Talk:Importing a Wikipedia database dump into MediaWiki

From Meta, a Wikimedia project coordination wiki

Enabling category links[edit]

I have successfully installed the English wikipedia from the xml file using the mediawiki software, but the category links don't exist for the "_current" file. So I noticed a .sql file in the download directory, specifically for the category links, but these don't seem to match at all - I insert them and the categories point to all random pages. I even tried installing the FULL English wikipedia, but the category links still didn't work. Is there a script or some process anyone has found to make the category pages work as they do on Wikipedia proper? 02:52, 19 October 2005 (UTC)

Even I am facing the same problem. The category pages are coming all wrong. And this persists across various XML dumps of wikipedia. I even went through the code and found that the categorylinks table has a page_id, which corresponds to the page to be shown in that category. This page_id itself is wrong and hence, there is little that can be done with the code. It most probably has a problem with the xml/sql dump itself. It would be sufficient even if I have a mapping of the id (cl_from) in the categorylinks table to a title (page_title) in the page table.

Instructions to handle XML ... but in French[edit]

It may be valuable to translate this page [1] which explains how to handle XML dumps and import them into MySQL. Bbullot 12:21, 30 September 2005 (UTC)[reply]

You're killin' us[edit]

It would be really really useful if we could get dumps of cur tables more frequently. Right now it has been a month and a half since the last SQL cur dump for en.wikipedia. Lots of projects use these to perform offline analysis (for example many of the WP cleanup projects), and dumps this far out of date are almost useless for that purpose. What's the deal? Can we do anything to help dumps happen faster? en:User:Brighterorange 128.2.203.136 18:36, 2 September 2005 (UTC)[reply]

I second this request. Rex (NL) 22:41, 4 September 2005 (UTC)[reply]

XML dumps[edit]

I see new XML dumps, but no instructions on use. Also yesterdays seem very small. Rich Farmbrough 16:15, 6 September 2005 (UTC)[reply]

E.G. 7.2M for cur, 177M for full. Rich Farmbrough 17:37, 6 September 2005 (UTC)[reply]
The backup log indicates something went wrong... Rich Farmbrough 23:32, 6 September 2005 (UTC)[reply]


XML Dumps: Documentation Request[edit]

Forgive me if this was covered elsewhere, but could someone post a reliable guide to importing the XML dumps? The import instructions given reference only the older SQL dumps, and since those are no longer being updated, it would be extremely helpful to have an XML import guide in the fashion of the (now depreciated) SQL import guide.

Software for creating the database dump web page?[edit]

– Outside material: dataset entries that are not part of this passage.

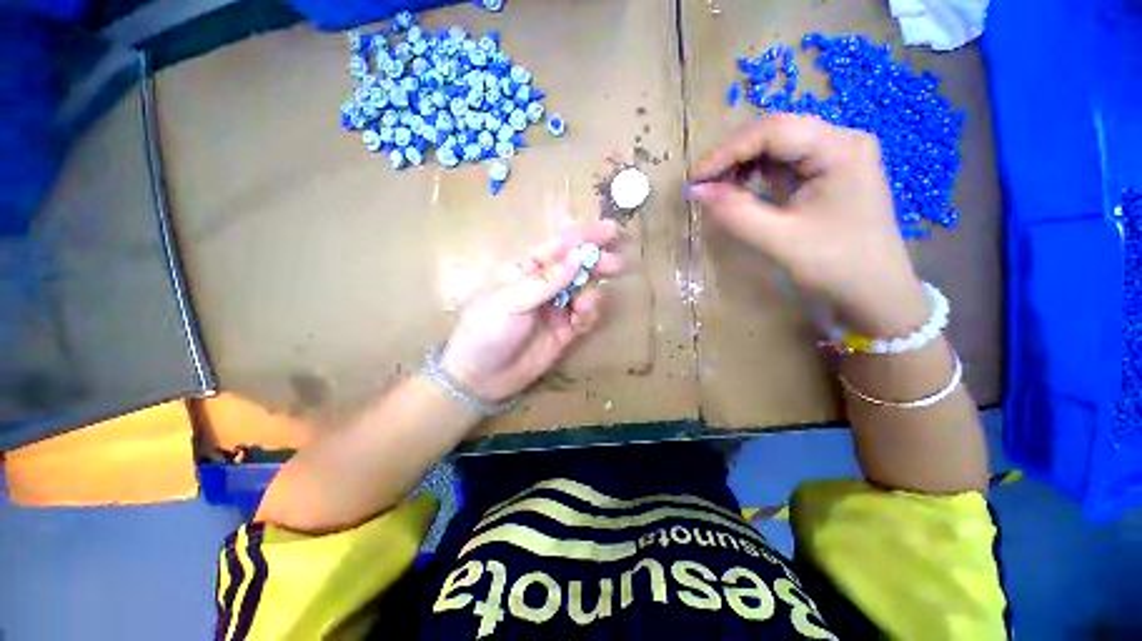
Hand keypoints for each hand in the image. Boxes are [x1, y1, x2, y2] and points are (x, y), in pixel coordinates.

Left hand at [441, 220, 623, 402]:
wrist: (480, 378)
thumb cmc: (486, 330)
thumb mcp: (511, 300)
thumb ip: (547, 280)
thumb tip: (578, 256)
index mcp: (525, 270)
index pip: (558, 246)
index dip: (584, 236)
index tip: (611, 229)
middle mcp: (544, 285)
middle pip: (576, 267)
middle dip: (596, 262)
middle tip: (617, 262)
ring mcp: (556, 308)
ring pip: (584, 291)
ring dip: (592, 292)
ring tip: (586, 304)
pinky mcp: (565, 331)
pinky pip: (585, 316)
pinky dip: (589, 314)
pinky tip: (583, 318)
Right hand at [689, 113, 927, 336]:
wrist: (875, 291)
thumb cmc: (834, 265)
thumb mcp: (779, 239)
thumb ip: (735, 212)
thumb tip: (696, 191)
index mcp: (839, 149)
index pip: (773, 130)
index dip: (727, 151)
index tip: (695, 180)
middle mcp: (842, 141)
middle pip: (776, 133)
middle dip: (734, 157)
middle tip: (703, 186)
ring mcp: (838, 155)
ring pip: (778, 146)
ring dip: (743, 165)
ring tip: (719, 191)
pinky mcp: (830, 171)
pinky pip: (785, 162)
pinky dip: (758, 175)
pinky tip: (743, 191)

I'm not sure this is the right place to ask, but I can't find any other page where this question would be more relevant. Where can I download the software that is used to create the database dumps which are made available on http://download.wikimedia.org/ ? We're using WikiMedia internally at our company, and we've gotten a request to make database dumps of our Wiki available from a web site, for stand-alone/laptop installations. Before I "reinvent the wheel", I'd just like to make sure that any code that was used to make http://download.wikimedia.org/ work isn't already publically available. 136.182.2.221 19:21, 23 September 2005 (UTC)[reply]

SQL format[edit]

Dear wiki developer, please reconsider for using the sql format database dump. It is a lot easier than the xml format. The compressed output file size is not much different between those formats.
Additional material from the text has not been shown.